+++ Data to process +++

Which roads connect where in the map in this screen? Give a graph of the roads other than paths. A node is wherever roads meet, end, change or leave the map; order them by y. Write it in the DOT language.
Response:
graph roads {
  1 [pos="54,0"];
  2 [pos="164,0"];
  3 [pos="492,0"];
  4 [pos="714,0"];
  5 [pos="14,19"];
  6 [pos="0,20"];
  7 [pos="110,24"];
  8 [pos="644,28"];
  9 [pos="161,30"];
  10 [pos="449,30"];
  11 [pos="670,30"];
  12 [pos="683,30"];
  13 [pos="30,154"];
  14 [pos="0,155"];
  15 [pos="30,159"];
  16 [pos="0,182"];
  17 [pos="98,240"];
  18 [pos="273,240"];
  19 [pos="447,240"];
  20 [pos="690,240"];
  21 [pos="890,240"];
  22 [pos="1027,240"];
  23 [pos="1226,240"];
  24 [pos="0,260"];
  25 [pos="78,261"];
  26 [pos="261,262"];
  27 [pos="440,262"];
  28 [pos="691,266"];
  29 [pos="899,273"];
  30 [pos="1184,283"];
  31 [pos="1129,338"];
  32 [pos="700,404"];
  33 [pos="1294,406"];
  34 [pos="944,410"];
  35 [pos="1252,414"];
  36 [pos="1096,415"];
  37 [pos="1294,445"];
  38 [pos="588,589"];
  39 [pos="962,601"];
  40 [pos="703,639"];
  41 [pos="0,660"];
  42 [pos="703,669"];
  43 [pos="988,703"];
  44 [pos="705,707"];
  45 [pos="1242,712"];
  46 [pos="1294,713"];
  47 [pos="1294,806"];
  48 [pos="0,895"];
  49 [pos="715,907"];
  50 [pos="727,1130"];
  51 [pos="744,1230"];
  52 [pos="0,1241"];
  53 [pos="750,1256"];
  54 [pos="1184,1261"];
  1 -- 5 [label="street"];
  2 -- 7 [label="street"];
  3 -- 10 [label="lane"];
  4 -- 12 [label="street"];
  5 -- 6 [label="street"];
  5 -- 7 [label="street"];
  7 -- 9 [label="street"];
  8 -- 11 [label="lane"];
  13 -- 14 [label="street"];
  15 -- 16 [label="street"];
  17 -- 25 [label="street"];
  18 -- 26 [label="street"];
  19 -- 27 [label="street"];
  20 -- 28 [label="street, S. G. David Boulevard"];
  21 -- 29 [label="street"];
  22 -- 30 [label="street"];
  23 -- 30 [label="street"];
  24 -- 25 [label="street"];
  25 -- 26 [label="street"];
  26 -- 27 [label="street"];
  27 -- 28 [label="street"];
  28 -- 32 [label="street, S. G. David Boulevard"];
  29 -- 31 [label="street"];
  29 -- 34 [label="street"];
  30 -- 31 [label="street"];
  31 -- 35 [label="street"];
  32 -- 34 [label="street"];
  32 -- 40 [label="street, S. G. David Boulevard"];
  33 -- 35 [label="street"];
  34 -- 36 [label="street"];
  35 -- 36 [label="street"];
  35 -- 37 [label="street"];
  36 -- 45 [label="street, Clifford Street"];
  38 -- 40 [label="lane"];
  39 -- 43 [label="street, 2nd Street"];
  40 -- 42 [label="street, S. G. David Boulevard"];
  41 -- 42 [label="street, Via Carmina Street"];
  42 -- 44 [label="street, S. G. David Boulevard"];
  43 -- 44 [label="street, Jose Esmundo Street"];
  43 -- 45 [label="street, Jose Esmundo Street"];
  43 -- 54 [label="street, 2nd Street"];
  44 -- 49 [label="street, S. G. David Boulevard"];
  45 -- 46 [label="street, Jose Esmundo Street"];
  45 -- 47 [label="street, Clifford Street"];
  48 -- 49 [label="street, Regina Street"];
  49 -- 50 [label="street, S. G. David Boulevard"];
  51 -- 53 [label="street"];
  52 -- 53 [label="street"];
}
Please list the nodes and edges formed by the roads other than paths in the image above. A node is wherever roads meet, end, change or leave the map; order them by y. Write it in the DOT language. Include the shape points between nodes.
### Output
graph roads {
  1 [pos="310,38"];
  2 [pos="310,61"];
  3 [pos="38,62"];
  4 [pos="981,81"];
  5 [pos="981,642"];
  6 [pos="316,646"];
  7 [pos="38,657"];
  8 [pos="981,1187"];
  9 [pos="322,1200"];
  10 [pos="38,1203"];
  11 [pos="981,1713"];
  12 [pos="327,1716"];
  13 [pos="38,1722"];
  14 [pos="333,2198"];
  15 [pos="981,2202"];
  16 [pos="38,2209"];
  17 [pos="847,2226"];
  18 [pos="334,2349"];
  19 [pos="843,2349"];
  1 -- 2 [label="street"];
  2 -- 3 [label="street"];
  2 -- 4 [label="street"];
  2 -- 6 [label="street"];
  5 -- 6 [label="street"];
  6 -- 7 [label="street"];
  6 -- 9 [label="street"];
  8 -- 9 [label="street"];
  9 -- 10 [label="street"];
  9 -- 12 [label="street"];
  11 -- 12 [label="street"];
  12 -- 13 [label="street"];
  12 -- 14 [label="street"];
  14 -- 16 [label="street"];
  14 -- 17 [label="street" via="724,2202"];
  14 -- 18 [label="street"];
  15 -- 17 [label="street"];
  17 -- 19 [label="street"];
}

+++

## Work item
From the data above, give the number of lines that hold "node", without anything else.

## Response
2